(EXERCISE INPUT)

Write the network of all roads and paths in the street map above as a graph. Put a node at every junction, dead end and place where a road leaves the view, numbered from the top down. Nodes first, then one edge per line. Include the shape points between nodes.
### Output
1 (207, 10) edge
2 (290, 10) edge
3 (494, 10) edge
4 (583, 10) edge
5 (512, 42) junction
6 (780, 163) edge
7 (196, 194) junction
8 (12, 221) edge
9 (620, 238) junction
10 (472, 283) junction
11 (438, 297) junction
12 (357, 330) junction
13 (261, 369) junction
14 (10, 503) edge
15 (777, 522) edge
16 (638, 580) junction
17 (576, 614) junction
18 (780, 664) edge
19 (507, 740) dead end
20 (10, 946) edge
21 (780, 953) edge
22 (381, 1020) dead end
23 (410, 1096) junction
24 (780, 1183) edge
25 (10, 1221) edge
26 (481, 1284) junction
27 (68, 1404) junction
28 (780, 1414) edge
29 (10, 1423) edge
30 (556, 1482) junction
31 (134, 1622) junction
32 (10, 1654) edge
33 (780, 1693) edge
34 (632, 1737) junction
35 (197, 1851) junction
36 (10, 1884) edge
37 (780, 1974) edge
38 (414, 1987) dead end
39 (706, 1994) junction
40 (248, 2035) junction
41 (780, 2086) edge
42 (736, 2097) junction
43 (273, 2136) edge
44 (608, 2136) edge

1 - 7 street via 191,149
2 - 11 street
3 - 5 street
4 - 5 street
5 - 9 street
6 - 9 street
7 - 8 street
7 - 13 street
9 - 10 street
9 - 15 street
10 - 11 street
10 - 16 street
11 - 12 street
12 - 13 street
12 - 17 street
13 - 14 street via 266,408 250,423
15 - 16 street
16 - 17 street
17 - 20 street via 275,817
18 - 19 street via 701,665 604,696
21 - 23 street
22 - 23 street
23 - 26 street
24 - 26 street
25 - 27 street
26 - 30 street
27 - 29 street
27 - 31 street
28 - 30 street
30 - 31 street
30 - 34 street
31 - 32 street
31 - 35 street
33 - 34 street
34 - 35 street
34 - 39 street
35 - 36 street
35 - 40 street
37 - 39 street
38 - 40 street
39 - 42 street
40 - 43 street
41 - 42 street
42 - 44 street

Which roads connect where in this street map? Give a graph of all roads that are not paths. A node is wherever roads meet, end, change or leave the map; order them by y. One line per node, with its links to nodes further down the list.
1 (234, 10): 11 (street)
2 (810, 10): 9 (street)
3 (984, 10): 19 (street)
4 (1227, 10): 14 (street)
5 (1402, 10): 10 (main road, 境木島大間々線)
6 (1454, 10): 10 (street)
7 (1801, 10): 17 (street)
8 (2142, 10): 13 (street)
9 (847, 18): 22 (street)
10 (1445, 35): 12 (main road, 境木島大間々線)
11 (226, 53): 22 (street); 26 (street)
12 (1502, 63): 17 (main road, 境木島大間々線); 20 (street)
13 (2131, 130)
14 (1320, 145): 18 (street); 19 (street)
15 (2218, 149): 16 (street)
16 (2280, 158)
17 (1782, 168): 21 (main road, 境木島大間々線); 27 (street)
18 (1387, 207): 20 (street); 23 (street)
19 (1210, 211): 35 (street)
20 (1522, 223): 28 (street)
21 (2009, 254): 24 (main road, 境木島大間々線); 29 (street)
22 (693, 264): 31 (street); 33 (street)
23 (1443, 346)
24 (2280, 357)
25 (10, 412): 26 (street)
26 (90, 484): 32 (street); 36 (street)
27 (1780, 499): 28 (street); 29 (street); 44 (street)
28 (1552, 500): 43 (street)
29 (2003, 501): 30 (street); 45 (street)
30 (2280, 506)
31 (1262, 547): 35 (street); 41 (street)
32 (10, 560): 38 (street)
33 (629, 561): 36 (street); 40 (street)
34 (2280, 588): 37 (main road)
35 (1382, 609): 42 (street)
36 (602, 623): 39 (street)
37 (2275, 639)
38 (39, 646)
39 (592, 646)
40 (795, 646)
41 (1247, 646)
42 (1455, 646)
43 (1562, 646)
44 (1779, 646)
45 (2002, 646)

(End EXERCISE INPUT)

WORK ITEM: Which of the lines above hold the string "roads"? Pick each of them out.

EXERCISE OUTPUT:
Write the network of all roads and paths in the street map above as a graph. Put a node at every junction, dead end and place where a road leaves the view, numbered from the top down. Nodes first, then one edge per line. Include the shape points between nodes.
Which roads connect where in this street map? Give a graph of all roads that are not paths. A node is wherever roads meet, end, change or leave the map; order them by y. One line per node, with its links to nodes further down the list.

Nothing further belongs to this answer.